Ce n’est pas seulement une bataille de mots pour le plaisir de disserter. Si nous sommes dans un système représentatif, celui qui semble le mieux adapté à une société complexe où la division du travail et le partage des tâches sont une nécessité (non, nous ne pouvons pas être, à la fois, boulanger, boucher, épicier, agriculteur, pompiste et chef de l’Etat !), nous ne sommes pourtant pas les victimes irresponsables des agissements de nos gouvernants comme nous voulons le faire croire quand tout va mal. Ni les victimes innocentes de méchants boursicoteurs ou de va-t-en-guerres dangereux. Car « Nous » avons du pouvoir mais nous ne voulons pas l’exercer. Et, au fil du temps, nous avons réclamé une plus grande indépendance vis-à-vis de la société (cela s’appelle l’individualisme et la « postmodernité ») qui nous permet de nous créer une sorte de sphère indépendante et totalement égocentrique mais aussi une citoyenneté à mi-temps où nous ne nous occupons de ce que nous voulons et, non pas, de ce que nous devons. Car, contrôler nos gouvernants est le devoir des gouvernés. Il ne s’agit pas de leur donner un « mandat impératif » (où un gouvernant-mandataire ne peut prendre que des mesures précises que ses gouvernés-mandants lui ont donné) qui ne peut évidemment pas fonctionner dans un monde complexe où nous ne savons jamais de quoi est fait le lendemain et qui paralyserait le fonctionnement politique et de l’Etat mais de trois choses essentielles dans un système représentatif : nous tenir au courant, savoir pour qui on vote et contrôler le fonctionnement de nos élus.
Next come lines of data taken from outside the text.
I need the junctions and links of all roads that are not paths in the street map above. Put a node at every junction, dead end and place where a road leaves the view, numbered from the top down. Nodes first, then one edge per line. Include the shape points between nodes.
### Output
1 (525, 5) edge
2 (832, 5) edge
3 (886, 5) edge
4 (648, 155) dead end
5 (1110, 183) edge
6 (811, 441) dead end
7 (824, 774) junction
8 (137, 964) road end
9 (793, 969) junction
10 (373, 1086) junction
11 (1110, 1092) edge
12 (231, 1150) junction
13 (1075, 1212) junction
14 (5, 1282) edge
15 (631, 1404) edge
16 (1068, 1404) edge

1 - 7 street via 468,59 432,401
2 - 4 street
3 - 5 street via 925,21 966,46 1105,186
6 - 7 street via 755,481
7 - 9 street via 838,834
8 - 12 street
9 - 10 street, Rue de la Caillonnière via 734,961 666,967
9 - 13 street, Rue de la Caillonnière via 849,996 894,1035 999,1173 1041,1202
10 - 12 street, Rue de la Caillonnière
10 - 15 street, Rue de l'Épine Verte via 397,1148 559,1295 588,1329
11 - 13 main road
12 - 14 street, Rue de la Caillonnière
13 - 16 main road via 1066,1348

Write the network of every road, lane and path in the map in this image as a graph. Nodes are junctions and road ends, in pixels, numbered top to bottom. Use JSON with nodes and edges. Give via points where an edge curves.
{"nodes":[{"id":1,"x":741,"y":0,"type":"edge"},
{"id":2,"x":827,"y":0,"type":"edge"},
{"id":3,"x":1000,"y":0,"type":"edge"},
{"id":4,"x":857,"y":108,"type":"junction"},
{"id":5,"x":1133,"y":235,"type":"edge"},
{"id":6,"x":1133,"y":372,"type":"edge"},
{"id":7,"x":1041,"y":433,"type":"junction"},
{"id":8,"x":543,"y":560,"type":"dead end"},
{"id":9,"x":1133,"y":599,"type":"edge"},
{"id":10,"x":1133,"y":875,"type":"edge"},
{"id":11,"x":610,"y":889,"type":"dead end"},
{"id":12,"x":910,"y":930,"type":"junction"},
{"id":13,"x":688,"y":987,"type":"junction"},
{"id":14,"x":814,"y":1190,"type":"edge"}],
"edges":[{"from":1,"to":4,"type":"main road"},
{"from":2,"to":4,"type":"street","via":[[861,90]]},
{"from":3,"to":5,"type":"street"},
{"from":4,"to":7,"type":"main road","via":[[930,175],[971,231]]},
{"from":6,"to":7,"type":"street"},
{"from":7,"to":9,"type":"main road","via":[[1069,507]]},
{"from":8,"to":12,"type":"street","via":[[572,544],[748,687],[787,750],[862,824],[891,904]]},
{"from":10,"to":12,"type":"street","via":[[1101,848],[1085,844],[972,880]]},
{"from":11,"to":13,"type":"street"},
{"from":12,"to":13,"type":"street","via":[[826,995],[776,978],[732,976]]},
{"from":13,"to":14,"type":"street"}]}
Nous tenir au courant, c’est pouvoir s’informer librement et complètement. L’information libre (presse, audiovisuel, livres, débats, discussions, etc.) est la base grâce à laquelle le citoyen responsable sait pour qui il vote. Si nous ne savons pas ce qui se passe autour de nous, quels sont les problèmes, quelles peuvent être les solutions, alors nous ne sommes pas capables de savoir ce que nous voulons. Dès lors, nous voterons pour des gens qui ne défendrons pas nos points de vue mais qui nous proposerons les leurs auxquels nous ne pourrons qu’adhérer, même si c’est a minima, tout en ne sachant pas s’ils sont ou non bons pour nous.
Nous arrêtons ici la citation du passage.